** GIVEN RECORDS follows **

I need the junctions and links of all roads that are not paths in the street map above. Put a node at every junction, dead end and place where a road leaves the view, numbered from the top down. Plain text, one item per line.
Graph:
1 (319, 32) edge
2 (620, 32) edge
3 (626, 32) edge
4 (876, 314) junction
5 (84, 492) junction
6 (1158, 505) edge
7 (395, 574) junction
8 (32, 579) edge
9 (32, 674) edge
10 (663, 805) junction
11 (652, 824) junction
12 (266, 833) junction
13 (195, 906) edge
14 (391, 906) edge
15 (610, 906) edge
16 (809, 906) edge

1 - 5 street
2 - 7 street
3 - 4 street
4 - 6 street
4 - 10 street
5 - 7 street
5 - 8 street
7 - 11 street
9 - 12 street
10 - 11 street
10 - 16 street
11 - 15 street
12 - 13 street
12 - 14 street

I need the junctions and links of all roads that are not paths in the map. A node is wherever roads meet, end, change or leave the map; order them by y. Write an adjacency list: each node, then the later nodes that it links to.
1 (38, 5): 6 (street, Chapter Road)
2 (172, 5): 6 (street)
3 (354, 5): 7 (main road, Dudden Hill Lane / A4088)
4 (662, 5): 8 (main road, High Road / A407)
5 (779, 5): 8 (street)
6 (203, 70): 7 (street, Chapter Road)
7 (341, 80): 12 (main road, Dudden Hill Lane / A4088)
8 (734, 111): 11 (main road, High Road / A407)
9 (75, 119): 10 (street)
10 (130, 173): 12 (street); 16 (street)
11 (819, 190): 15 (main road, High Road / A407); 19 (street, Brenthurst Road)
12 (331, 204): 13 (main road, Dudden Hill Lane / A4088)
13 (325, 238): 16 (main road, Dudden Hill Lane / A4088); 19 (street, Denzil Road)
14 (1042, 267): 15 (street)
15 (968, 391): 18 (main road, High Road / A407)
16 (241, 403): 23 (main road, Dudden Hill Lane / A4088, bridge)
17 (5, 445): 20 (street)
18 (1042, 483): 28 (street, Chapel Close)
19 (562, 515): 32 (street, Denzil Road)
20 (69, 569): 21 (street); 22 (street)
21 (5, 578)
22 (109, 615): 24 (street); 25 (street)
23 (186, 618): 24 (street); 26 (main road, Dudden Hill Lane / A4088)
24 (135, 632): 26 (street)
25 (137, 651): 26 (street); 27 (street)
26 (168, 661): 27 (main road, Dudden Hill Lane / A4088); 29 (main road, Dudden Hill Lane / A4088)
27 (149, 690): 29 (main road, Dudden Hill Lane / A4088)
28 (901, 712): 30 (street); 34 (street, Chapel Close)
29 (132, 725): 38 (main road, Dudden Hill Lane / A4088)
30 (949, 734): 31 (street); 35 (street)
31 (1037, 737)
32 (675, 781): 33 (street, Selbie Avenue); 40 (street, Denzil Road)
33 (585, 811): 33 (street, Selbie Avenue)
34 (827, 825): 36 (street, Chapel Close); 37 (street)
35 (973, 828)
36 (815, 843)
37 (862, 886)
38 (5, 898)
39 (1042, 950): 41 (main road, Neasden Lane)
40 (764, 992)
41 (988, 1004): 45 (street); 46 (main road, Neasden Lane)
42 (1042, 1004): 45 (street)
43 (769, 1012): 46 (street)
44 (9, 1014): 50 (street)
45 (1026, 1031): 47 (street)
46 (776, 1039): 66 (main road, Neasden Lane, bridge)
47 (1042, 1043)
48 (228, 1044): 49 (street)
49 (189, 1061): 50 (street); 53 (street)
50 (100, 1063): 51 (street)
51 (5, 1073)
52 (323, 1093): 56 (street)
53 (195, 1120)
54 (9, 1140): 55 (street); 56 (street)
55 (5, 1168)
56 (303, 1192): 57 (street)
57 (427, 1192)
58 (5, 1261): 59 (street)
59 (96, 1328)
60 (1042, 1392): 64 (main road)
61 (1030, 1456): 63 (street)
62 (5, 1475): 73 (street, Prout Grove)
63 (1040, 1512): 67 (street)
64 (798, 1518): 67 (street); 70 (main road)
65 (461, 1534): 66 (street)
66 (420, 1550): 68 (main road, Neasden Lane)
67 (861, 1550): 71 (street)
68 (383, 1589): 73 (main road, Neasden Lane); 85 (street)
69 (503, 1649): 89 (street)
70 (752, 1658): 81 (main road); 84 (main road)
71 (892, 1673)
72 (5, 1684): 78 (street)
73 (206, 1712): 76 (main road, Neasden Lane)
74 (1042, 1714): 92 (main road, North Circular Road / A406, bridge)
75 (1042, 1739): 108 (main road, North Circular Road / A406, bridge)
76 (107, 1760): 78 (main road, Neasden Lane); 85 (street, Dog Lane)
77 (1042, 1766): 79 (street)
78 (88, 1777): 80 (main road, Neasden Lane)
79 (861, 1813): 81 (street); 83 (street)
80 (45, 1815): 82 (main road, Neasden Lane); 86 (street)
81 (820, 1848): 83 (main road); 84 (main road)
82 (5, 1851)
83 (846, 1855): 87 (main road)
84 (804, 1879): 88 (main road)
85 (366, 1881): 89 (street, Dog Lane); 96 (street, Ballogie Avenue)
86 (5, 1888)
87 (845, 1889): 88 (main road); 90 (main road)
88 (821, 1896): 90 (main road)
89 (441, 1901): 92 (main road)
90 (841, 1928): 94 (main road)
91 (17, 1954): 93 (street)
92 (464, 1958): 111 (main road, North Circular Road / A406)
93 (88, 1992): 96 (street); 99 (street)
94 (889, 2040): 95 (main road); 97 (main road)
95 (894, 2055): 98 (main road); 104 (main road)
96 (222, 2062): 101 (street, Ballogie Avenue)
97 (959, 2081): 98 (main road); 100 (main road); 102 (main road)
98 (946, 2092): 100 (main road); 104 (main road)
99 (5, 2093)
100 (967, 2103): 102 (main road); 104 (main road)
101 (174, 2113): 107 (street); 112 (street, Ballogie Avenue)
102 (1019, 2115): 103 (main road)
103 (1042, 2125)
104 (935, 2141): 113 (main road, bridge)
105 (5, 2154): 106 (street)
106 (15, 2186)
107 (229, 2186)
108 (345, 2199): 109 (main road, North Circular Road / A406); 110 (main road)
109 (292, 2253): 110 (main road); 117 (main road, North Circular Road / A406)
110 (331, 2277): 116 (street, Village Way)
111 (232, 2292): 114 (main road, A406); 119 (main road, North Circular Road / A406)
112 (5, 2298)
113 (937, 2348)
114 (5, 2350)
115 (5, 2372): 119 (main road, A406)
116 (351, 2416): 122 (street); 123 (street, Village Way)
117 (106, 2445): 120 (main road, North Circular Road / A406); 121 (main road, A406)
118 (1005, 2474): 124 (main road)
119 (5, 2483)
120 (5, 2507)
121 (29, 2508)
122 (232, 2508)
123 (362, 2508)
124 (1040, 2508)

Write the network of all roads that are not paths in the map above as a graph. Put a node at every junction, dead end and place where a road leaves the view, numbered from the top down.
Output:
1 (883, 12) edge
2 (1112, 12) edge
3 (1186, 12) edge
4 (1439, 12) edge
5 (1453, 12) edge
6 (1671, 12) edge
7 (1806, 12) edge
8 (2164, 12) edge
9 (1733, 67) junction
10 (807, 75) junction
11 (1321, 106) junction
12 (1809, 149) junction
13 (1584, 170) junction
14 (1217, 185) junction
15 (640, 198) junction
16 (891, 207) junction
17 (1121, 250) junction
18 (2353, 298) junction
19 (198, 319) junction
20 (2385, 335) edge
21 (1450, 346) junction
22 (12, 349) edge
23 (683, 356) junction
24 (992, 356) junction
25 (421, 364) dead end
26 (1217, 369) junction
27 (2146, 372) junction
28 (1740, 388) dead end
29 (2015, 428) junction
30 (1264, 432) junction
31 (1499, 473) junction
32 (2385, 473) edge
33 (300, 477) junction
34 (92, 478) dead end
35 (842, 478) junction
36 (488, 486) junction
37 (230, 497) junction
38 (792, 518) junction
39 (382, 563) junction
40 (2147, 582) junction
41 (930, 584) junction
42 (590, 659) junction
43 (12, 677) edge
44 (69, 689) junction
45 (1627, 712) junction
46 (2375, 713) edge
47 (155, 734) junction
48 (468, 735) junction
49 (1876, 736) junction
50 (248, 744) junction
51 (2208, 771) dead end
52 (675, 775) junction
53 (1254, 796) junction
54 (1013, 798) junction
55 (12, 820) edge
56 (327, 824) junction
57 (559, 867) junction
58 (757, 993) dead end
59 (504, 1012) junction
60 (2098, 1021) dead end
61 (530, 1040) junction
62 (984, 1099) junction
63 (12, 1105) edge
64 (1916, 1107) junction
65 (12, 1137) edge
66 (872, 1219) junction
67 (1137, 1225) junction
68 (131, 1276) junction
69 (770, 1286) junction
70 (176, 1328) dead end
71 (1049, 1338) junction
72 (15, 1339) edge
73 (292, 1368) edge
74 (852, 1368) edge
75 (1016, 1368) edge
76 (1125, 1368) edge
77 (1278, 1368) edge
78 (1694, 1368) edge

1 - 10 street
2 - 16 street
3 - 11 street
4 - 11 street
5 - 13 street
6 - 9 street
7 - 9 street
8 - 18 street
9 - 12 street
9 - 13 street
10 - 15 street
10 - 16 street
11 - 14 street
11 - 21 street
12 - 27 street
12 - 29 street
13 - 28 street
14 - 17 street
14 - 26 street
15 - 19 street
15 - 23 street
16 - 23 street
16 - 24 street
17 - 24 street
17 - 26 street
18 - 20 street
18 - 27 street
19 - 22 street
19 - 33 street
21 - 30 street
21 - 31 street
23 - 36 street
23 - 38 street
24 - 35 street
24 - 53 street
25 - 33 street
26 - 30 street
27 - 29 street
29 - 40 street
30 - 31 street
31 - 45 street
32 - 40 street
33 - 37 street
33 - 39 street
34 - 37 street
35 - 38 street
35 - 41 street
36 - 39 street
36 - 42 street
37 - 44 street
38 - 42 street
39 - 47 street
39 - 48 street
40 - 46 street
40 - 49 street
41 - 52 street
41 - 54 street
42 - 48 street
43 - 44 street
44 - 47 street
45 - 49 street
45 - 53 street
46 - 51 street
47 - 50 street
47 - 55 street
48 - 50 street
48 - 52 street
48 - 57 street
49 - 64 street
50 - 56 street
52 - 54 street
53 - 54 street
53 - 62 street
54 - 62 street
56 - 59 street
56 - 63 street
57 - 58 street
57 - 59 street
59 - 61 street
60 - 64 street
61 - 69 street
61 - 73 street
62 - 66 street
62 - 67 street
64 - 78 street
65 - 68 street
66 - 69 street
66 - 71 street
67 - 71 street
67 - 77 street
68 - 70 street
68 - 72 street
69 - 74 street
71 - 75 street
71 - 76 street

** End of GIVEN RECORDS **

**WHAT THE TASK ASKS**
The answer must be every line of the records that holds the string "Chapel".

**SOLUTION BELOW**
18 (1042, 483): 28 (street, Chapel Close)
28 (901, 712): 30 (street); 34 (street, Chapel Close)
34 (827, 825): 36 (street, Chapel Close); 37 (street)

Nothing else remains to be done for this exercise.